Toda noche tiene sus monstruos, animales míticos, que son parte de contiendas y hazañas épicas. Estas suceden más allá de las paredes, sobre techos, entre gritos y choques de una refriega.
Una batalla se libra en ese mundo intangible tras ventanas y puertas. El vidrio, la madera, no detienen sus ruidos, en lo oscuro nunca es posible descifrar qué pasa, solo indicios, golpes y desgarros a partir de sonidos que llegan: se alejan, se acercan, hasta casi sentirlos arriba nuestro.
Trabamos las puertas, miramos inseguros las ventanas, atamos los postigos, desconfiamos del afuera y prestamos atención al silencio como al ruido.
Hemos escuchado chillidos, ballenas gritando, hemos sentido mamuts en estampida, retumbando el piso, y el ruido ensordecedor de dientes de sable corriendo en manada, emitiendo sonidos de guerra.
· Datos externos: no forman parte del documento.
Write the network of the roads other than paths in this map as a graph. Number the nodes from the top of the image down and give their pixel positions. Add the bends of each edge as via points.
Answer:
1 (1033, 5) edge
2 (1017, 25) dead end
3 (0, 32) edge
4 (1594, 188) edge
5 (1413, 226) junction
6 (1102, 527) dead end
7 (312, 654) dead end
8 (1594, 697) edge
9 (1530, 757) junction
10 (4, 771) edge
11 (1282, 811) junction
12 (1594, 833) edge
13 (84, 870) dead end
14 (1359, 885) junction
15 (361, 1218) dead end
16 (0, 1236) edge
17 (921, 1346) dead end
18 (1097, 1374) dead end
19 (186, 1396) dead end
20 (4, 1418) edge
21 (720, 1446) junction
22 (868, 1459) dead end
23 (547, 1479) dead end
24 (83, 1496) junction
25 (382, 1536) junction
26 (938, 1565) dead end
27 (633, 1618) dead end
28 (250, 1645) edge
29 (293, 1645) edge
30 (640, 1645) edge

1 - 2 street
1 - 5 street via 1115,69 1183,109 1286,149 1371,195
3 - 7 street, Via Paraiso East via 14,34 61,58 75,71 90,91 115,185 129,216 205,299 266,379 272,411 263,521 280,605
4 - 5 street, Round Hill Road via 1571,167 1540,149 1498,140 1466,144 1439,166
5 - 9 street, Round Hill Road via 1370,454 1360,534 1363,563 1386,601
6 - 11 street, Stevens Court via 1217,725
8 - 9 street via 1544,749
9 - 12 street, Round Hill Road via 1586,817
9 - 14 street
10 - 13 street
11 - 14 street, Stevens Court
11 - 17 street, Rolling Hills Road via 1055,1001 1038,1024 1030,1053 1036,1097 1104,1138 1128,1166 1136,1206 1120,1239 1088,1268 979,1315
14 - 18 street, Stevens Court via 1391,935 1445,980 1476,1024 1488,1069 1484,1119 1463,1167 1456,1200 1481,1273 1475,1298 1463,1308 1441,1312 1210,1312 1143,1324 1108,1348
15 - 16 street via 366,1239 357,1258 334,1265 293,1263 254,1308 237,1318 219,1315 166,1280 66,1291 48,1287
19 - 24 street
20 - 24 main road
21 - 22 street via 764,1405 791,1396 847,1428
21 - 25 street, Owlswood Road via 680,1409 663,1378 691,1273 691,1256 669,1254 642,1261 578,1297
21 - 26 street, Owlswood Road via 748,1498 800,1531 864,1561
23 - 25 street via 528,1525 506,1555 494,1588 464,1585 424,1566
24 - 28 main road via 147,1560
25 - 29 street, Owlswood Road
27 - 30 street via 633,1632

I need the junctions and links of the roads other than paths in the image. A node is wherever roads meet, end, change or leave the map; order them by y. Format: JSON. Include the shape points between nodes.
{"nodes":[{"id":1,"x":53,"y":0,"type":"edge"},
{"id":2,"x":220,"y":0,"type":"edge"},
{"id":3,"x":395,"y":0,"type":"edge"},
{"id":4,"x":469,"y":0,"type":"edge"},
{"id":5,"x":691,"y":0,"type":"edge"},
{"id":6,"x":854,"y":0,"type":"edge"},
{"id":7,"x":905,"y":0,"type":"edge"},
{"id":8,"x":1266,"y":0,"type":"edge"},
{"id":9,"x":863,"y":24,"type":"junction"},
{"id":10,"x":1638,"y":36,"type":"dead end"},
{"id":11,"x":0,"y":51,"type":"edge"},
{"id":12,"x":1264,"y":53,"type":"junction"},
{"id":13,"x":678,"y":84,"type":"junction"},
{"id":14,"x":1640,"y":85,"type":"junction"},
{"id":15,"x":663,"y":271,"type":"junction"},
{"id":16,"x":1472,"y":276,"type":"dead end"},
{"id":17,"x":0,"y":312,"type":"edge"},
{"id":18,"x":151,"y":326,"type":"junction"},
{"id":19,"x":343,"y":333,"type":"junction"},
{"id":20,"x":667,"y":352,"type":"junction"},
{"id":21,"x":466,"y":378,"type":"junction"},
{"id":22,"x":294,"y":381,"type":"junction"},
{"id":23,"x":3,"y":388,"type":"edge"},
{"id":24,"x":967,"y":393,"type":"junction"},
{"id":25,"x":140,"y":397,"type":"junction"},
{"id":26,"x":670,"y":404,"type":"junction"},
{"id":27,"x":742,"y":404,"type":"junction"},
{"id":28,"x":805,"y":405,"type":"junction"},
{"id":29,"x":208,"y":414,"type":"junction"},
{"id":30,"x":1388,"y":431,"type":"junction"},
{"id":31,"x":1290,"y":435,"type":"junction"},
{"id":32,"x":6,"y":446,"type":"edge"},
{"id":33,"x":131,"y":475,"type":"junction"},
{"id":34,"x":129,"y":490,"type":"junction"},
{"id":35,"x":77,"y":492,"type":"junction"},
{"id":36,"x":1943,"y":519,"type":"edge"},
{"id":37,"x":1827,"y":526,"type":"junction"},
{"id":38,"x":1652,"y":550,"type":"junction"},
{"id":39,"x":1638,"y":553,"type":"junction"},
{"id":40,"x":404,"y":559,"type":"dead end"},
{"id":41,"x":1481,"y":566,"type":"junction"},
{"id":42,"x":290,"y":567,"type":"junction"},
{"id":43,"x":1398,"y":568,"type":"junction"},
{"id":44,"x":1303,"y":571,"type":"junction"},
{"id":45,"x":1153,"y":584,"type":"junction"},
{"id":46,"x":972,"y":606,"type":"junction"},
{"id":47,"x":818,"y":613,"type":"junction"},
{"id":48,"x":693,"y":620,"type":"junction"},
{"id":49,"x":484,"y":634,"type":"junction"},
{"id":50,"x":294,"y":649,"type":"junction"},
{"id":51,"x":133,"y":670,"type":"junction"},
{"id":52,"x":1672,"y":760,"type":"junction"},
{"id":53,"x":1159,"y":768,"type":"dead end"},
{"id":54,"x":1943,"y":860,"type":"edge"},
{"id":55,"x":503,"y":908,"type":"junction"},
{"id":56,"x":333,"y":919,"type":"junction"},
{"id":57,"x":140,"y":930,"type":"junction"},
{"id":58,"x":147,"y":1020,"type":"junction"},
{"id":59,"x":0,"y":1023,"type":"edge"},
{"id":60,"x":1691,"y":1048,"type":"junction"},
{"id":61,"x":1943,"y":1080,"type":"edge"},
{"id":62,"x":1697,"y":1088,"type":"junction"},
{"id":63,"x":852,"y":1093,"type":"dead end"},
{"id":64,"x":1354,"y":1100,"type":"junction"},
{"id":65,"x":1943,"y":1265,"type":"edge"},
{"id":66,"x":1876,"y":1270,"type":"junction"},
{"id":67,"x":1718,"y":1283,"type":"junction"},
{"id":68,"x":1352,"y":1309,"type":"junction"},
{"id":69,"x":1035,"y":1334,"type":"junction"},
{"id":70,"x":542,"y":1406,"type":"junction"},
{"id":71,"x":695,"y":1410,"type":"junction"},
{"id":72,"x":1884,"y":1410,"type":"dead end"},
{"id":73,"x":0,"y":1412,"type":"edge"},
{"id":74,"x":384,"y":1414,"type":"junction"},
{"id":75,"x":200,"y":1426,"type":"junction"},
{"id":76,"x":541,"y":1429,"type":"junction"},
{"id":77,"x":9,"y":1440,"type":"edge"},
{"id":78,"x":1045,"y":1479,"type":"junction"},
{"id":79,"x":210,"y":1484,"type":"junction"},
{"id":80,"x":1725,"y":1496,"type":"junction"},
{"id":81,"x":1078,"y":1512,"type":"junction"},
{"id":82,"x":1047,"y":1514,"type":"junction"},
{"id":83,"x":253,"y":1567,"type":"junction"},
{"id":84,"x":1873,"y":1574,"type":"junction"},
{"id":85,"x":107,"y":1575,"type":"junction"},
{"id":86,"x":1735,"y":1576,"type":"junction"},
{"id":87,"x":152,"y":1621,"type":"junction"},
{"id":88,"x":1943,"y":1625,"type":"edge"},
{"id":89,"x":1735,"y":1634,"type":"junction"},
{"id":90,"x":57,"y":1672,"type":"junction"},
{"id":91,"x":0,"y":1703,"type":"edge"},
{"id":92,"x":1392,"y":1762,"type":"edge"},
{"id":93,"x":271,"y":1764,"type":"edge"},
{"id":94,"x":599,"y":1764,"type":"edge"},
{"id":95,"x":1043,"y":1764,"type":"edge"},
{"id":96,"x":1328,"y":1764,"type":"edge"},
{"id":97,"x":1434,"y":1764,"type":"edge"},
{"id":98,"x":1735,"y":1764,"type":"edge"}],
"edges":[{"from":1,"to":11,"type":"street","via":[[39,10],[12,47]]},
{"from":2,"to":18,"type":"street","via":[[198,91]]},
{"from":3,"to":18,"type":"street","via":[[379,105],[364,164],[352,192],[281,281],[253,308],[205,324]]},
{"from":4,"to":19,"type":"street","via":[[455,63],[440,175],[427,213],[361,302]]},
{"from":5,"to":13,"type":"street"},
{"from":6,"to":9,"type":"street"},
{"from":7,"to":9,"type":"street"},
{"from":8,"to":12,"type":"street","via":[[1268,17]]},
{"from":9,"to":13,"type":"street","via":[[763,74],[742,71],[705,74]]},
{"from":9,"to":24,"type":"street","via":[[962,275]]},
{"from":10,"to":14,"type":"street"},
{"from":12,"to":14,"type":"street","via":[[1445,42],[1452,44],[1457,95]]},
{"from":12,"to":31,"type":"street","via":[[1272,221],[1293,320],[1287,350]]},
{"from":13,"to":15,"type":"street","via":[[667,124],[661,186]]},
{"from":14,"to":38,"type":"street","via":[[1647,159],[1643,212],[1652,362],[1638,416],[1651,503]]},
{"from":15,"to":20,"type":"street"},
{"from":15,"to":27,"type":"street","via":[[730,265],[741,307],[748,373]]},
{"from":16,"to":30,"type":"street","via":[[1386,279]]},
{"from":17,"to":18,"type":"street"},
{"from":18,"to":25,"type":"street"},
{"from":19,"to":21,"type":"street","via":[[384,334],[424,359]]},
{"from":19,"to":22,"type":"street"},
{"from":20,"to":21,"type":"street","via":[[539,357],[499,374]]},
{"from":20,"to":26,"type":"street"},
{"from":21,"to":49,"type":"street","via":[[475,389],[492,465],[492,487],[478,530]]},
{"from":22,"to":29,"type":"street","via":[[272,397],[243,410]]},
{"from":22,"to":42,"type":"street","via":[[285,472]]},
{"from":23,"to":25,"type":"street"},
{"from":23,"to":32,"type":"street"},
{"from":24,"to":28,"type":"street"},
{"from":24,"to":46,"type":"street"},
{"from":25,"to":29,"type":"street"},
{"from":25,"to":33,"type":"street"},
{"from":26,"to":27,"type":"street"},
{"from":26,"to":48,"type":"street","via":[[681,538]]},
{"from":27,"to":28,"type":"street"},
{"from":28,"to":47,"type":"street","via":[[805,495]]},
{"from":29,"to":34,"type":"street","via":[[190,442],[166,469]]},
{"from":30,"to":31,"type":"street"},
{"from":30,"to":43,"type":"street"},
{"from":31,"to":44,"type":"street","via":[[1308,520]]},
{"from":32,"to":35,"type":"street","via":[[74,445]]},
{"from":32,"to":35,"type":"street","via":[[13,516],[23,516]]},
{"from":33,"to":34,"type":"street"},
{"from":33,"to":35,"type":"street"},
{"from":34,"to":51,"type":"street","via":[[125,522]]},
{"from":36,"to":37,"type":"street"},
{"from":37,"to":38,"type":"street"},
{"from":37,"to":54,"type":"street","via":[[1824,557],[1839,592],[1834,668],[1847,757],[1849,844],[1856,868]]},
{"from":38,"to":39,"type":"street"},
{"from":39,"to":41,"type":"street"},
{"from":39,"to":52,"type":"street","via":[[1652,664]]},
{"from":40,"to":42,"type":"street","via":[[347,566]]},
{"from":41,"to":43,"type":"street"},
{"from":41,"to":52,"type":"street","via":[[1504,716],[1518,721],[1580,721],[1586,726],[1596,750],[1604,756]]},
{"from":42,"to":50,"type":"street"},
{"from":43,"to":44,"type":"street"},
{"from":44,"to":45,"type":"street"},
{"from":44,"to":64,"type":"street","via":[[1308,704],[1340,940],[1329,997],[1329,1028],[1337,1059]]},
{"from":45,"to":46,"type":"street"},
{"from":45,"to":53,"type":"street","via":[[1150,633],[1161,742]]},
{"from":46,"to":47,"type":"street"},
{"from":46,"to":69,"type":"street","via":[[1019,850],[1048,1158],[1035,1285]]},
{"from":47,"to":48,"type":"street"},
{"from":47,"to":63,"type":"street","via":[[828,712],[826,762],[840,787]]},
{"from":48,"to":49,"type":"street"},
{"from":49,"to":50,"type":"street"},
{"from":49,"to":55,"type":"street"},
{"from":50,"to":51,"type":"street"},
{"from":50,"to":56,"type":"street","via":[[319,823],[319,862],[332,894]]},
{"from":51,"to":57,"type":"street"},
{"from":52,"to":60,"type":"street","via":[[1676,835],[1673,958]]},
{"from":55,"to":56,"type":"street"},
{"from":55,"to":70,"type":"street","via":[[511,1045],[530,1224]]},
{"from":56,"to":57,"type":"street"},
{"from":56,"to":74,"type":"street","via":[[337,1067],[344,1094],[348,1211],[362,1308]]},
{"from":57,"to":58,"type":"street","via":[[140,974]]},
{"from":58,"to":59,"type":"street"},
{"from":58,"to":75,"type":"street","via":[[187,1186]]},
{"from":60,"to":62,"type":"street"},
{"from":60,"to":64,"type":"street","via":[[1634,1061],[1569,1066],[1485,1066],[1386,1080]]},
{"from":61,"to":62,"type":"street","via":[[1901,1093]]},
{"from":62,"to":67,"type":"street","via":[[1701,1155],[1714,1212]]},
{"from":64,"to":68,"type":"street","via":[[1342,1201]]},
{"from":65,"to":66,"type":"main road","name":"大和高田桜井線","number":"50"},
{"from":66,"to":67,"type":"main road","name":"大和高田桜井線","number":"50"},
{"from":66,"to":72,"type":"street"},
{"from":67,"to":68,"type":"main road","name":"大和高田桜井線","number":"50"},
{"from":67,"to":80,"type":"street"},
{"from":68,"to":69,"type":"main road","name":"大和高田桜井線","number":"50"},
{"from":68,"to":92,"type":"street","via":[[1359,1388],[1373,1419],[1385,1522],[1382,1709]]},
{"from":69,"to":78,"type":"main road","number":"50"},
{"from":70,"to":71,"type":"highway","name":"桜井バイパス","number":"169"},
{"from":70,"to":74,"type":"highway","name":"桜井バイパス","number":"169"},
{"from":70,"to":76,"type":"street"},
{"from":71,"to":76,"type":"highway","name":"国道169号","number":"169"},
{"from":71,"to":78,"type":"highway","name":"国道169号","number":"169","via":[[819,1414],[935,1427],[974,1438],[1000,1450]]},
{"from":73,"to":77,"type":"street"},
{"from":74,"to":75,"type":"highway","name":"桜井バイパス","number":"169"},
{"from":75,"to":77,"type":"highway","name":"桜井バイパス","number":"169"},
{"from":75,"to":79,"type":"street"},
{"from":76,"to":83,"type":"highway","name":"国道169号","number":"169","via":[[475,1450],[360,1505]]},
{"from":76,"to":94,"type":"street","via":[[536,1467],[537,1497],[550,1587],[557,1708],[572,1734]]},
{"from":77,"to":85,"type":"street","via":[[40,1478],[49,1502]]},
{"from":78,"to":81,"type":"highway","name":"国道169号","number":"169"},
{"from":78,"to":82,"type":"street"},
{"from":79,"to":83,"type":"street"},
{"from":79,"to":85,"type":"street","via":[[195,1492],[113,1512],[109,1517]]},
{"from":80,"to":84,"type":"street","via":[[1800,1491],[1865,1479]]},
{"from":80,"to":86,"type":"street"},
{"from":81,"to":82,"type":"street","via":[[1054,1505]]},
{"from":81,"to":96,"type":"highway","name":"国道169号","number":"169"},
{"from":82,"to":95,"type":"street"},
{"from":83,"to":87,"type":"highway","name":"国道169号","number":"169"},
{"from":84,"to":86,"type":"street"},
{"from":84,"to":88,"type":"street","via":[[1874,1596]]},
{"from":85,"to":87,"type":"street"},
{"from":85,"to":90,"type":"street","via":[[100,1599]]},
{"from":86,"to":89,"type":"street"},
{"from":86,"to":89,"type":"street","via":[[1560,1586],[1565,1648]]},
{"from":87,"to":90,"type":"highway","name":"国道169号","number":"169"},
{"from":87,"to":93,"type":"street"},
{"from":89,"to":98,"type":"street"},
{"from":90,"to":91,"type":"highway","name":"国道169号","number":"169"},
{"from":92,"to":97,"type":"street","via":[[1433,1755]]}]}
Una pampa está llena, en la madrugada descargan su furia entrando a la ciudad. La noche tiembla bajo sus pasos y nada les enfrenta.
Bajo la luna espesa descansan y pastan sus heridas, pero sobre nuestros techos, las huestes más pequeñas desgarran la carne. Se les siente rodar, chocar, embestir, bufar, proferir todo tipo de maldiciones y el ruido de las armas ilumina el cielo nocturno. El forcejeo estremece, tiemblan los techos, miramos las lámparas hamacarse en este sismo de una masa ígnea que erupciona.
Ningún cielo parece poder sostenerse más.
Nuestras casas simulan seguridad, pero nada garantiza que un día no rompan este dique que separa nuestra luz de su noche, y no quede más alternativa que defendernos, luchar esa guerra que no es nuestra, salvar estas vidas que sí lo son.
Y ahí sí, con lo que tengamos a mano, con cuchara, cuchillo o tenedor, nosotros seremos la piedra que afila, la chispa, el mango enarbolado, el grito dominante, las nuevas bestias sedientas de sangre.
A la noche perteneceremos.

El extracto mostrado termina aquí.